> **DIRECTIONS FOR THIS TASK**
Only lines holding the word "Monroe" should be copied from the material.

■ ■ ■ ■ ■ ■ ■

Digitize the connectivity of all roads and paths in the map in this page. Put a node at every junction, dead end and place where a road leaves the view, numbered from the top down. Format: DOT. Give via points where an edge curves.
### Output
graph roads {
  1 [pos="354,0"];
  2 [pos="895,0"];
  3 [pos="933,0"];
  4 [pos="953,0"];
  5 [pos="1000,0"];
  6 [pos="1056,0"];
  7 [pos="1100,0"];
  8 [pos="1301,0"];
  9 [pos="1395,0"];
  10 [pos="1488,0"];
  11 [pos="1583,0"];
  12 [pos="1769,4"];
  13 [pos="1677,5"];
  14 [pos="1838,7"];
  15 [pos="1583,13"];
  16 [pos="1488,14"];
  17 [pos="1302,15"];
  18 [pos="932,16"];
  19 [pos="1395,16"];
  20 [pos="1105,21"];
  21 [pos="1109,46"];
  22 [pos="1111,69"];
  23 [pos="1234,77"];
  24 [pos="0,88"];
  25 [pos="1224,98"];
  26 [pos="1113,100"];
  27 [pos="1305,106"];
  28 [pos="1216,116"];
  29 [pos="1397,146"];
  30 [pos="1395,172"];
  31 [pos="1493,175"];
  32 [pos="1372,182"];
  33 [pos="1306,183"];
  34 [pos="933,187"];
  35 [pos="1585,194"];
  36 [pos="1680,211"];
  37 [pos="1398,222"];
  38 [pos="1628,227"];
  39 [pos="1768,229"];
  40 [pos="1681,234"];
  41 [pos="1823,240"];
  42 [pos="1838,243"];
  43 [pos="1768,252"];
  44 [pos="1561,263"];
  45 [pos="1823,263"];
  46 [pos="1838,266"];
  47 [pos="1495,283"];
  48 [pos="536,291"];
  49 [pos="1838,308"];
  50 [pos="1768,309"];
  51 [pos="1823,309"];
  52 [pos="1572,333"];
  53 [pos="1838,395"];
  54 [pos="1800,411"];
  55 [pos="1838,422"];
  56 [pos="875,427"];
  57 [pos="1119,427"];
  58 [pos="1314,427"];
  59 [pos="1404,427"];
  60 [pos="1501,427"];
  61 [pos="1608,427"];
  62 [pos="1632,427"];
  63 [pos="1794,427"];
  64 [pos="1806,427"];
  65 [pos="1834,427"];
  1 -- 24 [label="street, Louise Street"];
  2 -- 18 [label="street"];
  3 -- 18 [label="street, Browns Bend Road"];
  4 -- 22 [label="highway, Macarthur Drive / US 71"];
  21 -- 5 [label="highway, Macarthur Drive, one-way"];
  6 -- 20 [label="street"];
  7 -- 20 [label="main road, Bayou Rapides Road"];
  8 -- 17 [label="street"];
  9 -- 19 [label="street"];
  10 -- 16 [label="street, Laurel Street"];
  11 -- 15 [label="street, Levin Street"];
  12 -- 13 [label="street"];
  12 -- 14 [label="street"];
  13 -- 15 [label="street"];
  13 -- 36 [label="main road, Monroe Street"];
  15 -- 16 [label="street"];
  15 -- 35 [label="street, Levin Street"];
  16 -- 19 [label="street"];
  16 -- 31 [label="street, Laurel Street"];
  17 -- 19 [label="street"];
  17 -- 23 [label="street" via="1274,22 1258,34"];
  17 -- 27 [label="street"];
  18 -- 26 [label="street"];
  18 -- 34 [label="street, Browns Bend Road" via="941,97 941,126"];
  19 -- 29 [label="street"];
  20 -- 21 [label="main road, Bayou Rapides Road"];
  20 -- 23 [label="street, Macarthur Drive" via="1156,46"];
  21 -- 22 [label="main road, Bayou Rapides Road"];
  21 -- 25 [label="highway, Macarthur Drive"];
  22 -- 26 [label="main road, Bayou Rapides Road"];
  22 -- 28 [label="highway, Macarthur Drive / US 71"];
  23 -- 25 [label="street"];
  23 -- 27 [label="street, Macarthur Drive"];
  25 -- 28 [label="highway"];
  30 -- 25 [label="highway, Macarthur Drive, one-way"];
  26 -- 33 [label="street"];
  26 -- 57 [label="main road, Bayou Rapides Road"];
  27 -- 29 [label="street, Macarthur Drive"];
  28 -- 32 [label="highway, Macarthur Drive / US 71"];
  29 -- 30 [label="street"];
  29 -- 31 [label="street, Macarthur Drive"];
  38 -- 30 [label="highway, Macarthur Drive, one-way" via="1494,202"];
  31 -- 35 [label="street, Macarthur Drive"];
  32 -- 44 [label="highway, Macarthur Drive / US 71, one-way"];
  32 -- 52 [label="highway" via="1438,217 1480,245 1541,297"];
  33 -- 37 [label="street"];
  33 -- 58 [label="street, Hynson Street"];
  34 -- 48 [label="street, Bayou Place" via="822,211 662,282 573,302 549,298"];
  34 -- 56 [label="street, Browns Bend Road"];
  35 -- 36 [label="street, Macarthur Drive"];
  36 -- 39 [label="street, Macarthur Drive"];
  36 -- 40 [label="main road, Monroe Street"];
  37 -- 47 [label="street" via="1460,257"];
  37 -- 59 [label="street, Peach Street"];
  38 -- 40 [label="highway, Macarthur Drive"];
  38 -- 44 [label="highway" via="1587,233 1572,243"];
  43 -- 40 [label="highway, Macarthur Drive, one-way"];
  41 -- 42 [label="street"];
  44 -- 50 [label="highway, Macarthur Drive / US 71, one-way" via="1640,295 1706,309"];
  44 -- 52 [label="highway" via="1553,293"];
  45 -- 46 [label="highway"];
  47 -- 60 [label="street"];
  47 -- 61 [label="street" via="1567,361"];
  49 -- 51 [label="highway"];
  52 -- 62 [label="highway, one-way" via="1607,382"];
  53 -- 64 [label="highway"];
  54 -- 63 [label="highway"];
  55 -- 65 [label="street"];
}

■ ■ ■ ■ ■ ■ ■

> **WRITTEN REPLY**
  13 -- 36 [label="main road, Monroe Street"];
  36 -- 40 [label="main road, Monroe Street"];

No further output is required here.